↓

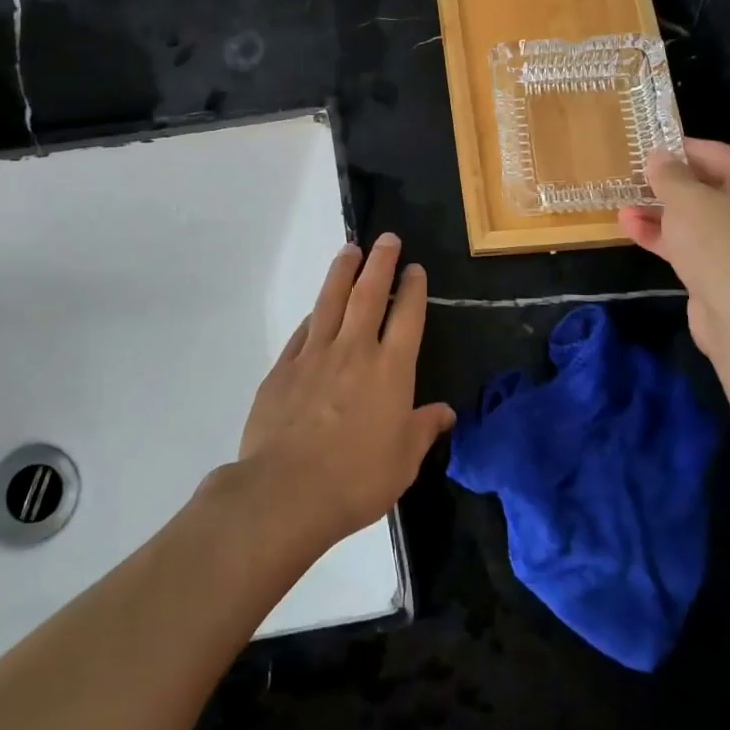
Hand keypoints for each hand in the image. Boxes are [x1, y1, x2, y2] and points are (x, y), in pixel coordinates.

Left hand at [236, 234, 455, 547]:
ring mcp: (315, 355)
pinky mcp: (284, 367)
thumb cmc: (356, 479)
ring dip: (343, 272)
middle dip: (380, 263)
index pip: (407, 317)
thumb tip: (445, 412)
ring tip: (351, 249)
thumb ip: (423, 430)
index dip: (413, 289)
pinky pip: (303, 330)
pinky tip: (317, 306)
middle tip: (386, 238)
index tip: (414, 268)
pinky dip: (314, 313)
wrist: (287, 491)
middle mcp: (355, 351)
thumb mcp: (404, 462)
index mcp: (391, 370)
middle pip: (369, 294)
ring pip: (331, 301)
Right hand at [618, 138, 729, 358]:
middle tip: (632, 180)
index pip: (715, 153)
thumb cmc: (718, 242)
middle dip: (666, 186)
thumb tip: (659, 156)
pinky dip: (666, 238)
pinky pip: (694, 246)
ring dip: (659, 214)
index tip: (646, 148)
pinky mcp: (729, 272)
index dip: (679, 149)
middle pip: (706, 188)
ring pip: (697, 220)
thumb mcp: (685, 198)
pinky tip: (632, 231)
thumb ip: (668, 173)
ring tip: (622, 208)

↑

### INSTRUCTIONS FOR THE TASK
Copy all the lines of data exactly as they appear, dropping any images.

### THE ANSWER
Hand keypoints for each hand in the image. Boxes are [x1, y1, x2, y2] and points are (x, y), in pixel coordinates.

Left hand at [236, 234, 455, 547]:
ring mcp: (315, 355)
pinky mcp: (284, 367)
thumb cmc: (356, 479)
ring dip: (343, 272)
middle dip: (380, 263)
index pip: (407, 317)
thumb tip: (445, 412)
ring tip: (351, 249)
thumb ip: (423, 430)
index dip: (413, 289)
pinky pip: (303, 330)
pinky tip: (317, 306)
middle tip: (386, 238)
index tip: (414, 268)
pinky dip: (314, 313)
wrist: (287, 491)
middle mcp: (355, 351)
thumb mcp: (404, 462)
index mcp: (391, 370)
middle pip: (369, 294)
ring pip: (331, 301)
Right hand at [618, 138, 729, 358]:
middle tip: (632, 180)
index pip: (715, 153)
thumb cmc: (718, 242)
middle dip: (666, 186)
thumb tip: (659, 156)
pinky dip: (666, 238)
pinky pip: (694, 246)
ring dip: (659, 214)
index tip: (646, 148)
pinky mcp: (729, 272)
index dip: (679, 149)
middle pip: (706, 188)
ring pip: (697, 220)
thumb mcp: (685, 198)
pinky tip: (632, 231)
thumb ip: (668, 173)
ring tip: (622, 208)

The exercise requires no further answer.